Could you return each entry below exactly as written, minus any pictures?

________

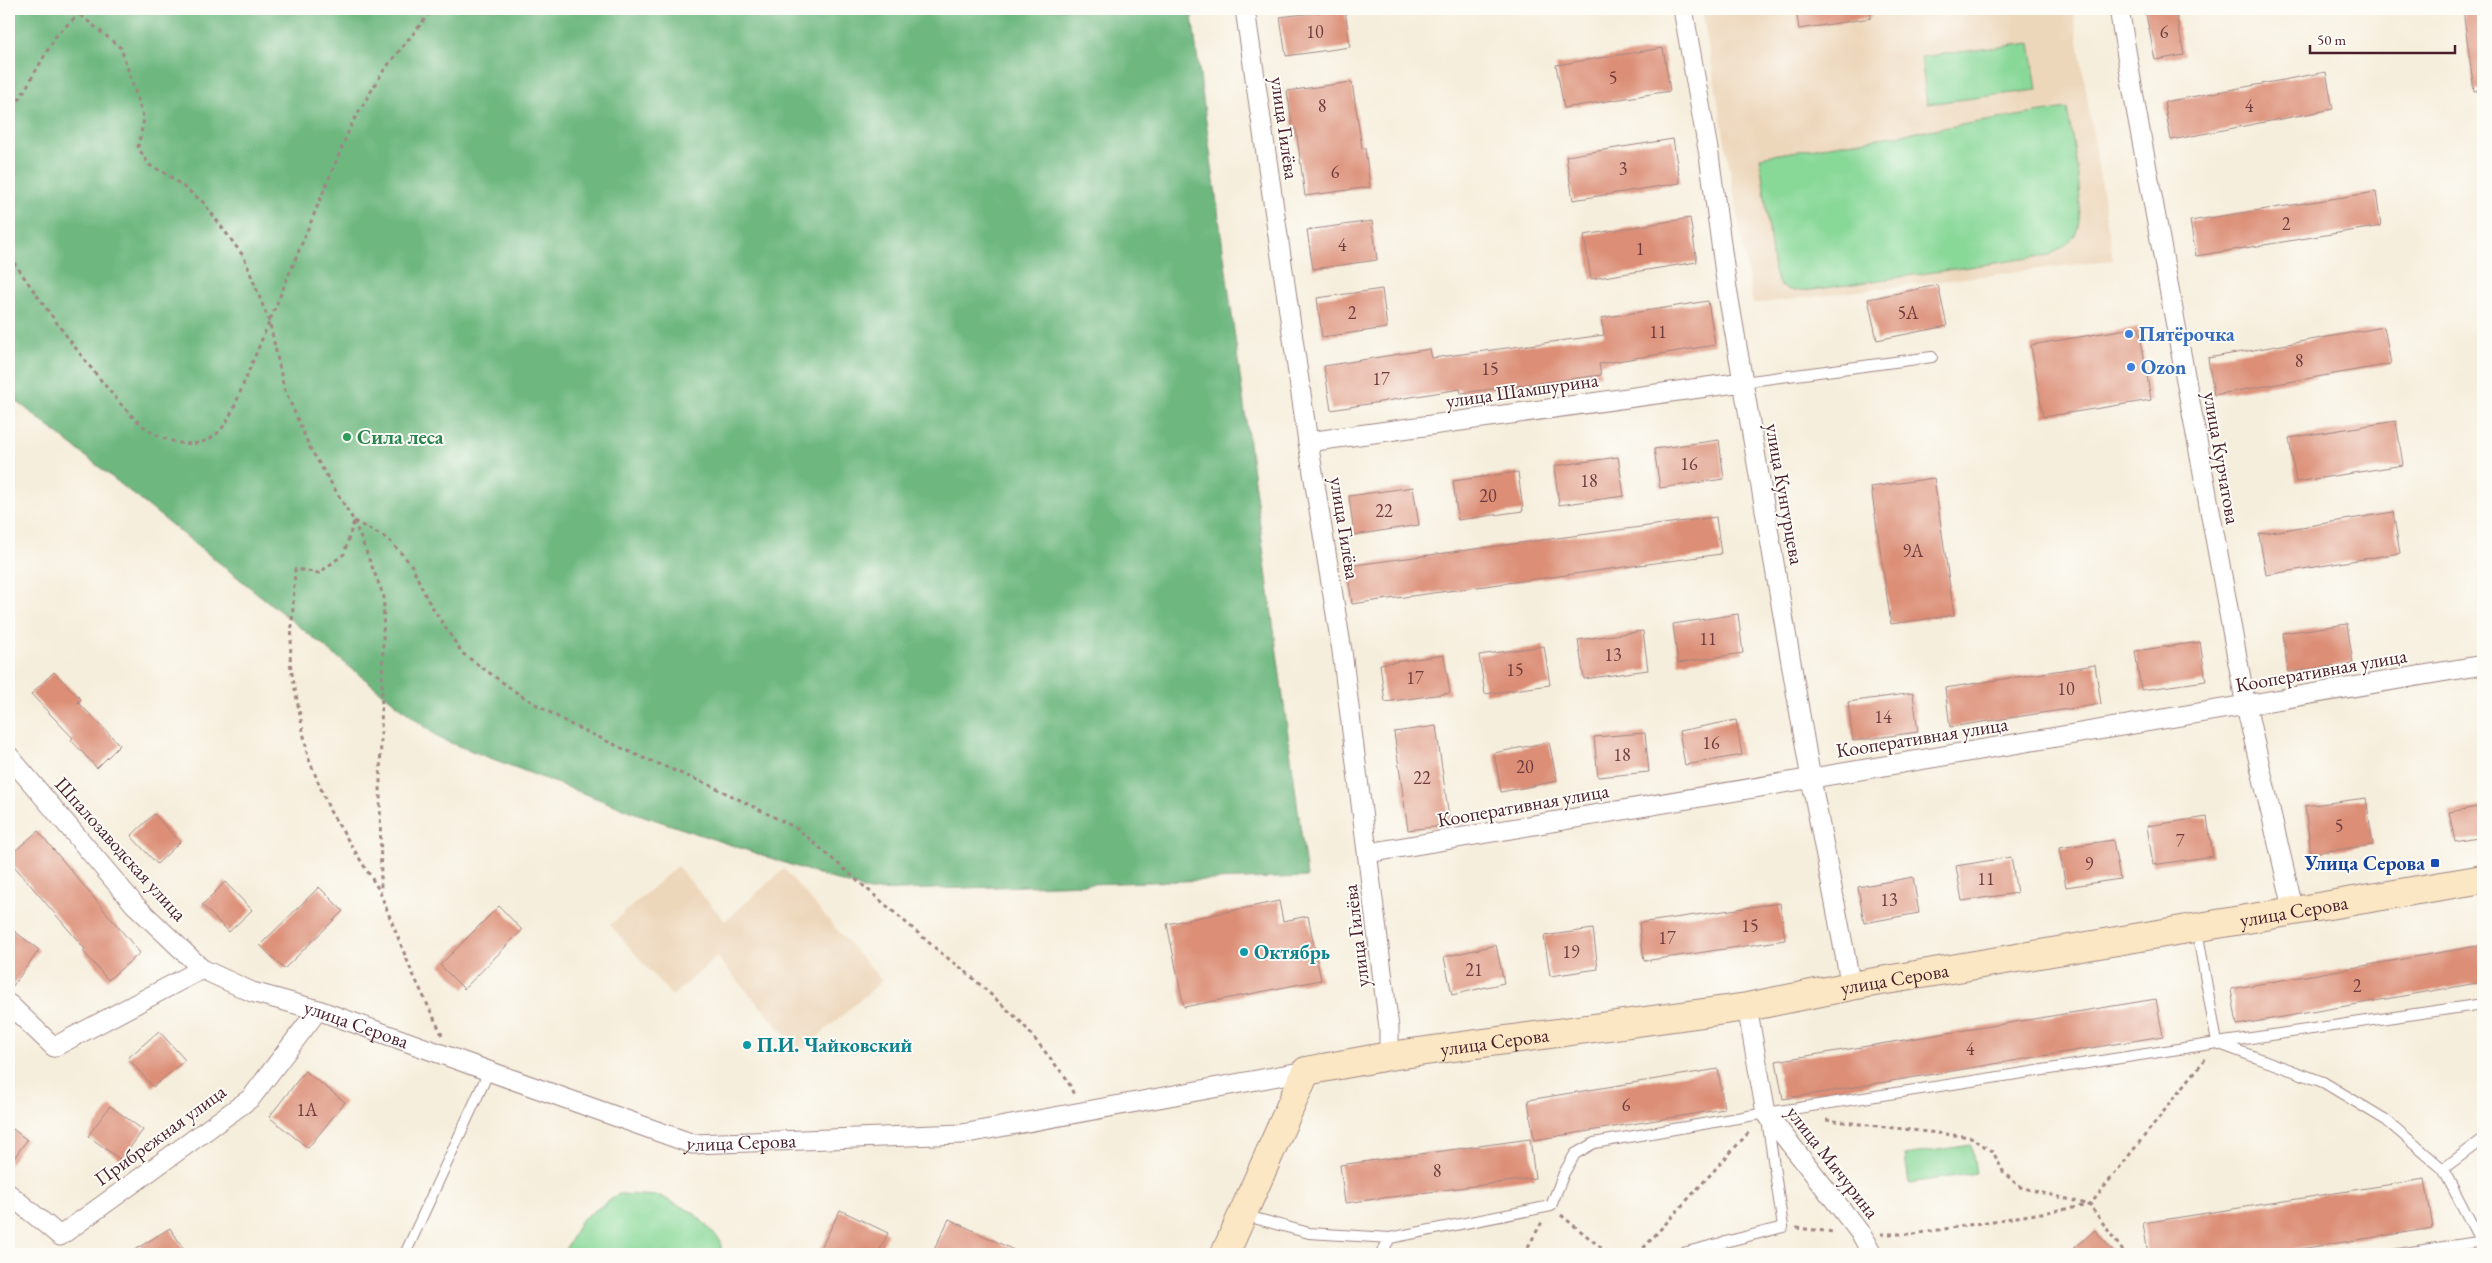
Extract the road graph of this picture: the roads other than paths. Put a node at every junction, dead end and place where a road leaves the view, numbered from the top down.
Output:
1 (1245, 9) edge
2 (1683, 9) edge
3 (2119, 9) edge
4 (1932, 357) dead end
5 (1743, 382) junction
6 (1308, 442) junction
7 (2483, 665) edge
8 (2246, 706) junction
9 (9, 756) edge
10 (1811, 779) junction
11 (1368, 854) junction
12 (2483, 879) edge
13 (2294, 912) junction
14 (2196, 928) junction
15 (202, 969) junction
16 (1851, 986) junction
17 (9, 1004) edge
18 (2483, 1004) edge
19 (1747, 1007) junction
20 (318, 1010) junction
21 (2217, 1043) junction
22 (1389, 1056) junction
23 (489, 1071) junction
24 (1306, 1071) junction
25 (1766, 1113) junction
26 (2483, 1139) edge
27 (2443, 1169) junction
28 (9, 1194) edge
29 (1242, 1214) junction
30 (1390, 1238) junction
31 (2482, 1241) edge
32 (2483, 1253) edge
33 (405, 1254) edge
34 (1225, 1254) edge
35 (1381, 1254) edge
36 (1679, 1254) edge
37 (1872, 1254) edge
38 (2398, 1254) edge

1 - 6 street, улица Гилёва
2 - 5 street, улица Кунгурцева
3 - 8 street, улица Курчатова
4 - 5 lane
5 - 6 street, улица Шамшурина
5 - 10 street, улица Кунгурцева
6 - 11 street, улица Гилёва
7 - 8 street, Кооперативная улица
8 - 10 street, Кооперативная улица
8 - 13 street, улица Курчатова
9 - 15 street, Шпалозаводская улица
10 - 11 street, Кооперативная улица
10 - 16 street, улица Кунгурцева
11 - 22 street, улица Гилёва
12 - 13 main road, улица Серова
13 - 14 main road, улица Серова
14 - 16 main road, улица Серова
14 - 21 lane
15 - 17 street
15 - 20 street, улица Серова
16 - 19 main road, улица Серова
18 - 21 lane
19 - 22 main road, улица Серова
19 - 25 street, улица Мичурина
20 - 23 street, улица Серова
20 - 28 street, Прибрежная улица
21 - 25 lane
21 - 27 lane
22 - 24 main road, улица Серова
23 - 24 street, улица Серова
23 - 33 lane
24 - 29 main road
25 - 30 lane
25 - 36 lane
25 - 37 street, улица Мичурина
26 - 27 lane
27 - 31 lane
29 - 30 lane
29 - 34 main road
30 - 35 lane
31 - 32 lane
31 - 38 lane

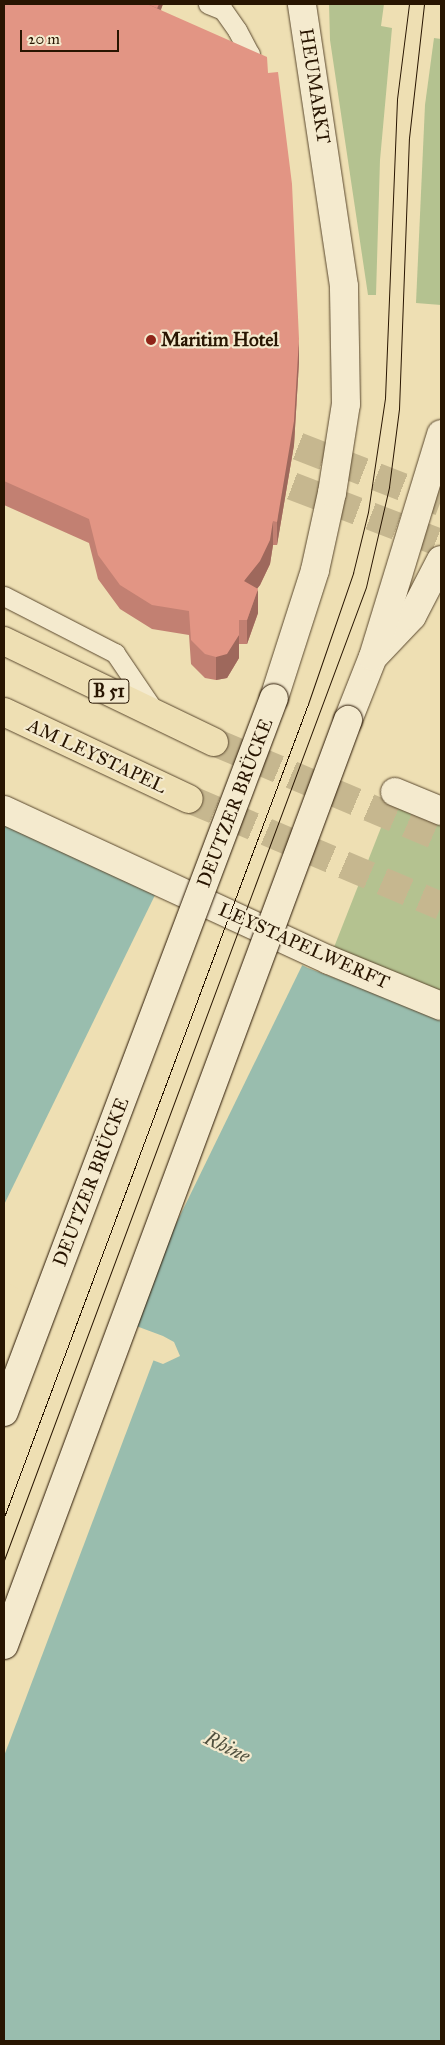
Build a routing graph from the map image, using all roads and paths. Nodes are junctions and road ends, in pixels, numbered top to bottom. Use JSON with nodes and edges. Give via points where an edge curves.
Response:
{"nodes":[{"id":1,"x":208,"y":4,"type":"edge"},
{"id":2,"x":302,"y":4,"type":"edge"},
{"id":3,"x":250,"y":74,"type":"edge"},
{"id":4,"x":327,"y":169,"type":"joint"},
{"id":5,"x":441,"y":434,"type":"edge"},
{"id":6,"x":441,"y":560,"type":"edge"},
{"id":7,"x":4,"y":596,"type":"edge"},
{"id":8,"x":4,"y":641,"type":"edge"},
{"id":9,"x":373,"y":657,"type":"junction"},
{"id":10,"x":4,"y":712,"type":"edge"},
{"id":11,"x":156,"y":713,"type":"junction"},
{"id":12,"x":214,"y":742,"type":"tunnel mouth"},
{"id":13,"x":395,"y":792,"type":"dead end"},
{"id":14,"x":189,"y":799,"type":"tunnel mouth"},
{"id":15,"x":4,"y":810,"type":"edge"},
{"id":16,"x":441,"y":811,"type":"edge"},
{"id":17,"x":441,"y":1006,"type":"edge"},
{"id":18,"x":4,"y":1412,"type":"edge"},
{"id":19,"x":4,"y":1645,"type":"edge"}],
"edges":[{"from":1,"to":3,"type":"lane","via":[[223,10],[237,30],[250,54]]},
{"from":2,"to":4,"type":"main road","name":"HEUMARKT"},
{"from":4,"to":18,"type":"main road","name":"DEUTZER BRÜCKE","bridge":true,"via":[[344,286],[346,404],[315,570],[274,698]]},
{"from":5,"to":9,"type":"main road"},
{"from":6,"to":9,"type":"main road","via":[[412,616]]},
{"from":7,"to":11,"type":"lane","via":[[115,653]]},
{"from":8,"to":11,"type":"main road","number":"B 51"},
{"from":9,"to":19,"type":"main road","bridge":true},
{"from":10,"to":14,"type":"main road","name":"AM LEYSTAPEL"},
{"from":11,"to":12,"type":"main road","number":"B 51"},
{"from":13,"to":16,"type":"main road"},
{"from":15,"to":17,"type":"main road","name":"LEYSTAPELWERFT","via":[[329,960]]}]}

________

» **Reply to the exercise**
Extract the road graph of this picture: the roads other than paths. Put a node at every junction, dead end and place where a road leaves the view, numbered from the top down.
Output:
1 (1245, 9) edge
2 (1683, 9) edge
3 (2119, 9) edge
4 (1932, 357) dead end
5 (1743, 382) junction
6 (1308, 442) junction
7 (2483, 665) edge
8 (2246, 706) junction
9 (9, 756) edge
10 (1811, 779) junction
11 (1368, 854) junction
12 (2483, 879) edge
13 (2294, 912) junction
14 (2196, 928) junction
15 (202, 969) junction
16 (1851, 986) junction
17 (9, 1004) edge
18 (2483, 1004) edge
19 (1747, 1007) junction
20 (318, 1010) junction
21 (2217, 1043) junction
22 (1389, 1056) junction
23 (489, 1071) junction
24 (1306, 1071) junction
25 (1766, 1113) junction
26 (2483, 1139) edge
27 (2443, 1169) junction
28 (9, 1194) edge
29 (1242, 1214) junction
30 (1390, 1238) junction
31 (2482, 1241) edge
32 (2483, 1253) edge
33 (405, 1254) edge
34 (1225, 1254) edge
35 (1381, 1254) edge
36 (1679, 1254) edge
37 (1872, 1254) edge
38 (2398, 1254) edge

1 - 6 street, улица Гилёва
2 - 5 street, улица Кунгурцева
3 - 8 street, улица Курчатова
4 - 5 lane
5 - 6 street, улица Шамшурина
5 - 10 street, улица Кунгурцева
6 - 11 street, улица Гилёва
7 - 8 street, Кооперативная улица
8 - 10 street, Кооперативная улица
8 - 13 street, улица Курчатова
9 - 15 street, Шпалозаводская улица
10 - 11 street, Кооперативная улица
10 - 16 street, улица Кунгурцева
11 - 22 street, улица Гилёва
12 - 13 main road, улица Серова
13 - 14 main road, улица Серова
14 - 16 main road, улица Серова
14 - 21 lane
15 - 17 street
15 - 20 street, улица Серова
16 - 19 main road, улица Серова
18 - 21 lane
19 - 22 main road, улица Серова
19 - 25 street, улица Мичурина
20 - 23 street, улица Серова
20 - 28 street, Прибрежная улица
21 - 25 lane
21 - 27 lane
22 - 24 main road, улица Серова
23 - 24 street, улица Серова
23 - 33 lane
24 - 29 main road
25 - 30 lane
25 - 36 lane
25 - 37 street, улица Мичурина
26 - 27 lane
27 - 31 lane
29 - 30 lane
29 - 34 main road
30 - 35 lane
31 - 32 lane
31 - 38 lane

Build a routing graph from the map image, using all roads and paths. Nodes are junctions and road ends, in pixels, numbered top to bottom. Use JSON with nodes and edges. Give via points where an edge curves.
Response:
{"nodes":[{"id":1,"x":208,"y":4,"type":"edge"},
{"id":2,"x":302,"y":4,"type":"edge"},
{"id":3,"x":250,"y":74,"type":"edge"},
{"id":4,"x":327,"y":169,"type":"joint"},
{"id":5,"x":441,"y":434,"type":"edge"},
{"id":6,"x":441,"y":560,"type":"edge"},
{"id":7,"x":4,"y":596,"type":"edge"},
{"id":8,"x":4,"y":641,"type":"edge"},
{"id":9,"x":373,"y":657,"type":"junction"},
{"id":10,"x":4,"y":712,"type":"edge"},
{"id":11,"x":156,"y":713,"type":"junction"},
{"id":12,"x":214,"y":742,"type":"tunnel mouth"},
{"id":13,"x":395,"y":792,"type":"dead end"},
{"id":14,"x":189,"y":799,"type":"tunnel mouth"},
{"id":15,"x":4,"y":810,"type":"edge"},
{"id":16,"x":441,"y":811,"type":"edge"},
{"id":17,"x":441,"y":1006,"type":"edge"},
{"id":18,"x":4,"y":1412,"type":"edge"},
{"id":19,"x":4,"y":1645,"type":"edge"}],
"edges":[{"from":1,"to":3,"type":"lane","via":[[223,10],[237,30],[250,54]]},
{"from":2,"to":4,"type":"main road","name":"HEUMARKT"},
{"from":4,"to":18,"type":"main road","name":"DEUTZER BRÜCKE","bridge":true,"via":[[344,286],[346,404],[315,570],[274,698]]},
{"from":5,"to":9,"type":"main road"},
{"from":6,"to":9,"type":"main road","via":[[412,616]]},
{"from":7,"to":11,"type":"lane","via":[[115,653]]},
{"from":8,"to":11,"type":"main road","number":"B 51"},
{"from":9,"to":19,"type":"main road","bridge":true},
{"from":10,"to":14,"type":"main road","name":"AM LEYSTAPEL"},
{"from":11,"to":12,"type":"main road","number":"B 51"},
{"from":13,"to":16,"type":"main road"},
{"from":15,"to":17,"type":"main road","name":"LEYSTAPELWERFT","via":[[329,960]]}]}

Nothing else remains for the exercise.